— Work instructions —
Exercise in exact copying. Transcribe every entry that follows, word for word.

↓

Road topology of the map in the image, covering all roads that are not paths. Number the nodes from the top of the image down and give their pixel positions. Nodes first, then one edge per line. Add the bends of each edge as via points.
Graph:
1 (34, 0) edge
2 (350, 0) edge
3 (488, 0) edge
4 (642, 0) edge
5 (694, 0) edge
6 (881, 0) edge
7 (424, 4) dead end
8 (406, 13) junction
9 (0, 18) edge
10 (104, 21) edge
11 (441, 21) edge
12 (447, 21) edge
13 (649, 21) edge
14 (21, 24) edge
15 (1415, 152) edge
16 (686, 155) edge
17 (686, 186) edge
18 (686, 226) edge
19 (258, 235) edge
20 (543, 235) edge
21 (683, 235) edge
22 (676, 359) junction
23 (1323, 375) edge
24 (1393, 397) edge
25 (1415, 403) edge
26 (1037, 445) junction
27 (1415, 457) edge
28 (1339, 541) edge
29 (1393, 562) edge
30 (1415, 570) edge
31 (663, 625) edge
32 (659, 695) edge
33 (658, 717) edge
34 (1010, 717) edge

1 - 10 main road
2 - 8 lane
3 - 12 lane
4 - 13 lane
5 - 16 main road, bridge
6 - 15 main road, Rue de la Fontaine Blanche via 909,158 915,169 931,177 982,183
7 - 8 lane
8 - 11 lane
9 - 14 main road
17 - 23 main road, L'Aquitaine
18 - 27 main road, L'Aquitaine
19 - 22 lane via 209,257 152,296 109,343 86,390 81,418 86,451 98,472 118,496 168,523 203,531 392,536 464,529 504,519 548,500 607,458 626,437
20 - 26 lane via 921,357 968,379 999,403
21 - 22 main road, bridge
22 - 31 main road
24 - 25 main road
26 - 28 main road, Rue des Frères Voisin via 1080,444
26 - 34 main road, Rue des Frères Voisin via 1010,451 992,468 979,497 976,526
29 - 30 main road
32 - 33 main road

↑

— Expected answer —
Road topology of the map in the image, covering all roads that are not paths. Number the nodes from the top of the image down and give their pixel positions. Nodes first, then one edge per line. Add the bends of each edge as via points.
Graph:
1 (34, 0) edge
2 (350, 0) edge
3 (488, 0) edge
4 (642, 0) edge
5 (694, 0) edge
6 (881, 0) edge
7 (424, 4) dead end
8 (406, 13) junction
9 (0, 18) edge
10 (104, 21) edge
11 (441, 21) edge
12 (447, 21) edge
13 (649, 21) edge
14 (21, 24) edge
15 (1415, 152) edge
16 (686, 155) edge
17 (686, 186) edge
18 (686, 226) edge
19 (258, 235) edge
20 (543, 235) edge
21 (683, 235) edge
22 (676, 359) junction
23 (1323, 375) edge
24 (1393, 397) edge
25 (1415, 403) edge
26 (1037, 445) junction
27 (1415, 457) edge
28 (1339, 541) edge
29 (1393, 562) edge
30 (1415, 570) edge
31 (663, 625) edge
32 (659, 695) edge
33 (658, 717) edge
34 (1010, 717) edge

1 - 10 main road
2 - 8 lane
3 - 12 lane
4 - 13 lane
5 - 16 main road, bridge
6 - 15 main road, Rue de la Fontaine Blanche via 909,158 915,169 931,177 982,183
7 - 8 lane
8 - 11 lane
9 - 14 main road
17 - 23 main road, L'Aquitaine
18 - 27 main road, L'Aquitaine
19 - 22 lane via 209,257 152,296 109,343 86,390 81,418 86,451 98,472 118,496 168,523 203,531 392,536 464,529 504,519 548,500 607,458 626,437
20 - 26 lane via 921,357 968,379 999,403
21 - 22 main road, bridge
22 - 31 main road
24 - 25 main road
26 - 28 main road, Rue des Frères Voisin via 1080,444
26 - 34 main road, Rue des Frères Voisin via 1010,451 992,468 979,497 976,526
29 - 30 main road
32 - 33 main road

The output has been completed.